Abortion Testimonials » All Testimonials » They tell you it’s okay, but it’s not 

They tell you it’s okay, but it’s not 

by Admin

I had sex once and got pregnant. I was told if he pulled out before he came. I could not get pregnant. My Mom had told me if I ever came home pregnant, she would disown along with my adopted family. My boyfriend said ” Are you sure it’s mine?”. I just turned 18 and scared to death. I did not know what to do, but my friend’s Mom did- Abortion. She took me to a private Doctor. She was very cold,very sterile and annoyed I was scared and upset. I had an abortion.
I went college, but was sickly. Having these fainting spells. Snagging a bathtub at college took me a week, but I finally hot Mt turn. I could not wait to soak and relax. When I rolled over on my stomach, I felt a baseball in my belly. I was sure I had cancer or the Doctor did something wrong. I went to a doctor at a clinic on Monday and I was still pregnant. I had to tell my Mom, I had no choice. She set up and paid for me to abort the possible reformed ” fetus” in NYC HOSPITAL. I was in a very large room with 19 other girls. I was 5 months pregnant by now. The would perform a saline induced abortion where they go through your stomach into the amniotic sac. I could feel the baby thrash a few times and become still. I then after a few hours began going into labor. After 4-5 hours, I gave birth to my still baby in a room with other girls doing the same.

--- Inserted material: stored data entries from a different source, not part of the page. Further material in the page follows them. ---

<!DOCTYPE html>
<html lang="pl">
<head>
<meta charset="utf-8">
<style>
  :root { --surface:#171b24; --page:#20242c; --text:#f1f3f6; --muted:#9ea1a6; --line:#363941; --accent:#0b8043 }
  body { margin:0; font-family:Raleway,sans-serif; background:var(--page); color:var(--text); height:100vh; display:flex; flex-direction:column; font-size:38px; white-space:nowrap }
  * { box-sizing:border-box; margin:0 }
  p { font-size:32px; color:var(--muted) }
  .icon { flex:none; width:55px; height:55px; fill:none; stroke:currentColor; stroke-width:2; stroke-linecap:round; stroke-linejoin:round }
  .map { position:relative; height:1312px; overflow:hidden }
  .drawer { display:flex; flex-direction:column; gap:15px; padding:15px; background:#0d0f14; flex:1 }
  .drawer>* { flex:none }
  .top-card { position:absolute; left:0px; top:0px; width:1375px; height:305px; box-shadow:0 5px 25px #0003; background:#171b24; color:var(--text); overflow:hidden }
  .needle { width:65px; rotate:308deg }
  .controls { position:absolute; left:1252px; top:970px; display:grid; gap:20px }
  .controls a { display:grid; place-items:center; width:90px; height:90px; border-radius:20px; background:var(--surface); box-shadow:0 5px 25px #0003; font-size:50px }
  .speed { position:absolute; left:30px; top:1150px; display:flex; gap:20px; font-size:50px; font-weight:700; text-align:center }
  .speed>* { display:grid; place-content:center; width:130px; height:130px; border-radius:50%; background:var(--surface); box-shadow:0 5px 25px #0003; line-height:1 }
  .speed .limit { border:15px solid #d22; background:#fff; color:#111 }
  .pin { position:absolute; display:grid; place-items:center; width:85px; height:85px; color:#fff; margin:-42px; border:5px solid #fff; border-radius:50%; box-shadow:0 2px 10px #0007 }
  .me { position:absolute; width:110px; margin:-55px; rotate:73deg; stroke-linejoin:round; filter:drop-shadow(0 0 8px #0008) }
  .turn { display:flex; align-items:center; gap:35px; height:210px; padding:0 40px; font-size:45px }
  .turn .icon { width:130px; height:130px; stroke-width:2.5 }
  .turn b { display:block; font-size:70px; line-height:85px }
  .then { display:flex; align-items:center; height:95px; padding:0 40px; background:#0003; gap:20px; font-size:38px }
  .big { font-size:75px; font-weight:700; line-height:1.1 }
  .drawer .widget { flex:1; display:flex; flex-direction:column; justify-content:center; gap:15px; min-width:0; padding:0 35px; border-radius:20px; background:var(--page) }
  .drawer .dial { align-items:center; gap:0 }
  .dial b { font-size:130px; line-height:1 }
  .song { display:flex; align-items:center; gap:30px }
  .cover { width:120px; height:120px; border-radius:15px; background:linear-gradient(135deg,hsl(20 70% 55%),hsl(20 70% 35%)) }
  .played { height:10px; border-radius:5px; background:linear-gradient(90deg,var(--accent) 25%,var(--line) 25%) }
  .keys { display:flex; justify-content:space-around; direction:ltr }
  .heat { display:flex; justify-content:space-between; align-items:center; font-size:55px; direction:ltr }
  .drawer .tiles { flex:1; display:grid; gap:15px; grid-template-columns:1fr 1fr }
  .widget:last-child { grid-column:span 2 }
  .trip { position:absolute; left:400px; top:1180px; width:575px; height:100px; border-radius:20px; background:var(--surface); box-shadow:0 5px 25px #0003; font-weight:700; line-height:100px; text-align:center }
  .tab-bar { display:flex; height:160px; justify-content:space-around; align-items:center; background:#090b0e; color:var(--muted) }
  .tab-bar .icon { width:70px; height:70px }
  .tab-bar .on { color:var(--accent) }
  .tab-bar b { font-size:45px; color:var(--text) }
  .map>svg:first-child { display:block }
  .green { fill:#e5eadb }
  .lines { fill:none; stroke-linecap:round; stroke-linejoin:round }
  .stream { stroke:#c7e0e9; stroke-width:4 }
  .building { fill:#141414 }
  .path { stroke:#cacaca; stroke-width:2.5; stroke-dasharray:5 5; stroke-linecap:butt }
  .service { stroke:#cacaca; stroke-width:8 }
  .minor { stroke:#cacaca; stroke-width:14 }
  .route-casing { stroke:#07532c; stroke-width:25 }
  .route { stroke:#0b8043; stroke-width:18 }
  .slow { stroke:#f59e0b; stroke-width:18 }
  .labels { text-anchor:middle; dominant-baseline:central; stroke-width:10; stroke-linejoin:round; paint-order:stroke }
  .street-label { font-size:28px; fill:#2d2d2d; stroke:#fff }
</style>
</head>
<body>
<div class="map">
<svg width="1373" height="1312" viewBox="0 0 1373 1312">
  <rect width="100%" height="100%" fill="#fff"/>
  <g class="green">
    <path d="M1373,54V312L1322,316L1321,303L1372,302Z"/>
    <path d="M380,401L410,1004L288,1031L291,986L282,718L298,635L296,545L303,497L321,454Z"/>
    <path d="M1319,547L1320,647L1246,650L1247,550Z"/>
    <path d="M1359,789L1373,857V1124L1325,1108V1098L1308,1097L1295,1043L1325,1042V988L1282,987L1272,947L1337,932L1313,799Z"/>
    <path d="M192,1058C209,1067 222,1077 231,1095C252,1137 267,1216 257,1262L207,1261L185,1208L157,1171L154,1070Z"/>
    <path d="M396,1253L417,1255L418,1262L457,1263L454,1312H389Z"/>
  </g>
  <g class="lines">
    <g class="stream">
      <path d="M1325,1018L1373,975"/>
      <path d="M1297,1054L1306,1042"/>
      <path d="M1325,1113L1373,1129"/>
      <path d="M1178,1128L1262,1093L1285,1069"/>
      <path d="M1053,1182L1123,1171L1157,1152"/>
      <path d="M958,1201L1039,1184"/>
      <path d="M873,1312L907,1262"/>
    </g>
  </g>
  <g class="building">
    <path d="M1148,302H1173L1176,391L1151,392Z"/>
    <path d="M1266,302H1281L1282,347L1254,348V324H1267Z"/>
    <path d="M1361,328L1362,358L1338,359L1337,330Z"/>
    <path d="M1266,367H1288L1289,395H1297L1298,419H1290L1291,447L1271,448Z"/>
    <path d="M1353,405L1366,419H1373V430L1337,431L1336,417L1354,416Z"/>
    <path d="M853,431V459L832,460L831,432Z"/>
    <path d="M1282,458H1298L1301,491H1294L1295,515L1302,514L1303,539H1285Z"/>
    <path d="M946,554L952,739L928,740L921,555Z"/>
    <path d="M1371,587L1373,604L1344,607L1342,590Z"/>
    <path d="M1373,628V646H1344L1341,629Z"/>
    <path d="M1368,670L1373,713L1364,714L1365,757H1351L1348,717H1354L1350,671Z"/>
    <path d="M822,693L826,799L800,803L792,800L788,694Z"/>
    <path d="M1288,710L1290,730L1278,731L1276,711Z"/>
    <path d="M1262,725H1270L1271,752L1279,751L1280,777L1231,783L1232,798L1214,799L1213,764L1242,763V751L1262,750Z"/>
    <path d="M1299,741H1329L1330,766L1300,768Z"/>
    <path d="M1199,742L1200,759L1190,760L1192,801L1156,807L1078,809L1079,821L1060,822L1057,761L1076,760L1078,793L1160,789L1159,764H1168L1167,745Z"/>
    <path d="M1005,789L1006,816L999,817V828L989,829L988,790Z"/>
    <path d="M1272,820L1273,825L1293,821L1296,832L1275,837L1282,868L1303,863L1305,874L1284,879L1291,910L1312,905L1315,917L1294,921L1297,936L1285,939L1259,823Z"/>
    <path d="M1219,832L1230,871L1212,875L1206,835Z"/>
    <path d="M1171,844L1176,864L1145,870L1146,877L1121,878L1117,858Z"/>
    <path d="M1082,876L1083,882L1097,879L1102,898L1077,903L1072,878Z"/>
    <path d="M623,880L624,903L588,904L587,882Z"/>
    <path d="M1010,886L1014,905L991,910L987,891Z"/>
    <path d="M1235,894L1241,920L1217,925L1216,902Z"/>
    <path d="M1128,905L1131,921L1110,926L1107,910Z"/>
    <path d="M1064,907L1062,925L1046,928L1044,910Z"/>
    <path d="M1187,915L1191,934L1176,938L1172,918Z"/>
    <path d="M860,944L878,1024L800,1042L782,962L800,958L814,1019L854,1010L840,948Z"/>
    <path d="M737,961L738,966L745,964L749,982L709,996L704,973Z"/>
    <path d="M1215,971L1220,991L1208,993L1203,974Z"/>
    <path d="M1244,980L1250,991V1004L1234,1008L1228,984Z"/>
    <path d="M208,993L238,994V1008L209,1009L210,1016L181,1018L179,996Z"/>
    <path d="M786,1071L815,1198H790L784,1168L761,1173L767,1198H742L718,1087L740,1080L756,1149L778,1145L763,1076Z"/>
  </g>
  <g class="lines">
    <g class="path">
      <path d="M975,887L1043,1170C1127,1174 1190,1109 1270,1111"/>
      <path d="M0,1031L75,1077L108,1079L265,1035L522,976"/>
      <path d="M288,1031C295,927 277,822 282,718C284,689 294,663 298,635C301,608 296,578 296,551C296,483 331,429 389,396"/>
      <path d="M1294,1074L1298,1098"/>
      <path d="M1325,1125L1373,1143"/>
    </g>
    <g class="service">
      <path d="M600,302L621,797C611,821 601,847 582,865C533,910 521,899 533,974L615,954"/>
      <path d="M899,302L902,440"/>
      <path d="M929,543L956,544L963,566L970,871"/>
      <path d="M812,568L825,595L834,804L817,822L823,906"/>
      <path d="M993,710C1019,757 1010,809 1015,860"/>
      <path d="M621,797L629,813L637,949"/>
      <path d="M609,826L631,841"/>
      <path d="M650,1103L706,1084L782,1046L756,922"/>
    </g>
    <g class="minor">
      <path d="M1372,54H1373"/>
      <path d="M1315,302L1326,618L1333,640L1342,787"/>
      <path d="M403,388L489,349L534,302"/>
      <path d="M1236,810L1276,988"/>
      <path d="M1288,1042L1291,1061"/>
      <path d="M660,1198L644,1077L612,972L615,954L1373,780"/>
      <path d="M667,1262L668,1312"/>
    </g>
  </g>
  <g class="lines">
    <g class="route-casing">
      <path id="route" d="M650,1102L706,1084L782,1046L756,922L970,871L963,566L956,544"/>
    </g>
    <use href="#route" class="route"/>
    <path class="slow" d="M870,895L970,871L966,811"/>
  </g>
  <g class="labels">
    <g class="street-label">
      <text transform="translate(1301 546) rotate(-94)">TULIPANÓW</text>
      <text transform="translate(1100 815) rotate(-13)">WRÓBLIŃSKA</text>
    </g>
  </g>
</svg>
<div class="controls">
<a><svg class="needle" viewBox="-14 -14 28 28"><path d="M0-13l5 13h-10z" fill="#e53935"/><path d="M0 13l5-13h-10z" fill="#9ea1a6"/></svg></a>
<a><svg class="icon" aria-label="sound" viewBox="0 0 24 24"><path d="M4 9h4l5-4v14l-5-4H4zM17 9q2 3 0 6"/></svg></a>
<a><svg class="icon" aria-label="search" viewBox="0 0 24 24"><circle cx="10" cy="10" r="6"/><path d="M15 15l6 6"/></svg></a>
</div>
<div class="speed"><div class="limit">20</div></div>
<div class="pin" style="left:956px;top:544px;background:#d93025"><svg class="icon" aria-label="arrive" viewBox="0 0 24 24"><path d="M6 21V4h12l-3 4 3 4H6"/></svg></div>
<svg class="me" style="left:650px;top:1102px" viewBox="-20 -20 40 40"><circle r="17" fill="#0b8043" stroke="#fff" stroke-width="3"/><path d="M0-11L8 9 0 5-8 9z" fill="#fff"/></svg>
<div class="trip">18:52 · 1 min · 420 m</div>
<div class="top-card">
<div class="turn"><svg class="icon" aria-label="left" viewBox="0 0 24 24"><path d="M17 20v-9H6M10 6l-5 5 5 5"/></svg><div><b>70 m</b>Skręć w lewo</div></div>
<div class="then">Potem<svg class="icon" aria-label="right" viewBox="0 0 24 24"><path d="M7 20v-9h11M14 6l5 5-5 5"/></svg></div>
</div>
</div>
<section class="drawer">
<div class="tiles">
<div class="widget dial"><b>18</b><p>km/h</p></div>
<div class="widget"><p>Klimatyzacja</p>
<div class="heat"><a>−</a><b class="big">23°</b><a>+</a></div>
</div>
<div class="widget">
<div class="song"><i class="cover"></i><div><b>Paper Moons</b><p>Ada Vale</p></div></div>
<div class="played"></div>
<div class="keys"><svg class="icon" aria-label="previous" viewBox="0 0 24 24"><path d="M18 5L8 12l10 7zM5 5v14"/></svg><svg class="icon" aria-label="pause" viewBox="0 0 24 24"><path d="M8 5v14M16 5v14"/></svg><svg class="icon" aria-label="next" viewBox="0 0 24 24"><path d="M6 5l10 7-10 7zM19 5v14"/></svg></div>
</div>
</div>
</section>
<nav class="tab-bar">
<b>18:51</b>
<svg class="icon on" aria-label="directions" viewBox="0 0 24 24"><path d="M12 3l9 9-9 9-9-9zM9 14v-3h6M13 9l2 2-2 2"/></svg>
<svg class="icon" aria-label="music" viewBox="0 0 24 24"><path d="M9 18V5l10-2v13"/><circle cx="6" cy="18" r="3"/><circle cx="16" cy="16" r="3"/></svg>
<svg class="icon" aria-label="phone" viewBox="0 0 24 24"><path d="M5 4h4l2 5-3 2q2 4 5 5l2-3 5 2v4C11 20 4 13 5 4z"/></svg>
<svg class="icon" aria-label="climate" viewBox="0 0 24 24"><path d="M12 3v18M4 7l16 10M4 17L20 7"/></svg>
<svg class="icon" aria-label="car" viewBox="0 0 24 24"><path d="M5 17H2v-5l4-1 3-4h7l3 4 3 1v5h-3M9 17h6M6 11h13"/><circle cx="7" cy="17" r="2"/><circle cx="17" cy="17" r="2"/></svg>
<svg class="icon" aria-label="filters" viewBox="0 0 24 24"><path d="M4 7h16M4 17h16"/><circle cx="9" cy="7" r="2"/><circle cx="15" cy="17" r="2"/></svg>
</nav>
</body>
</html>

Including a 12 year old girl whose Mom cried by her bed repeating ” I’m sorry, I’m sorry” The Mother’s boyfriend raped her daughter. One by one, we rested and went home. I took a bus ride 5 hours back to college. By the time I got back. All the girls knew because my roommate told EVERYONE! I could no longer deal with my shame and left college.
I was never able to have children, we tried and I lost three from a compromised cervix, possibly from initial abortion, nor did we adopt as we could not afford private adoption and state placed children , well tattooed and not prim and proper placed a stigma at that time. I wish I never allowed people to influence me and I wish I was stronger and knew more, but I was only 18. There is never a day I don’t think of Gabriel. Abortion should not be used as birth control. Adoption is a better avenue. I am still fucked up in the head.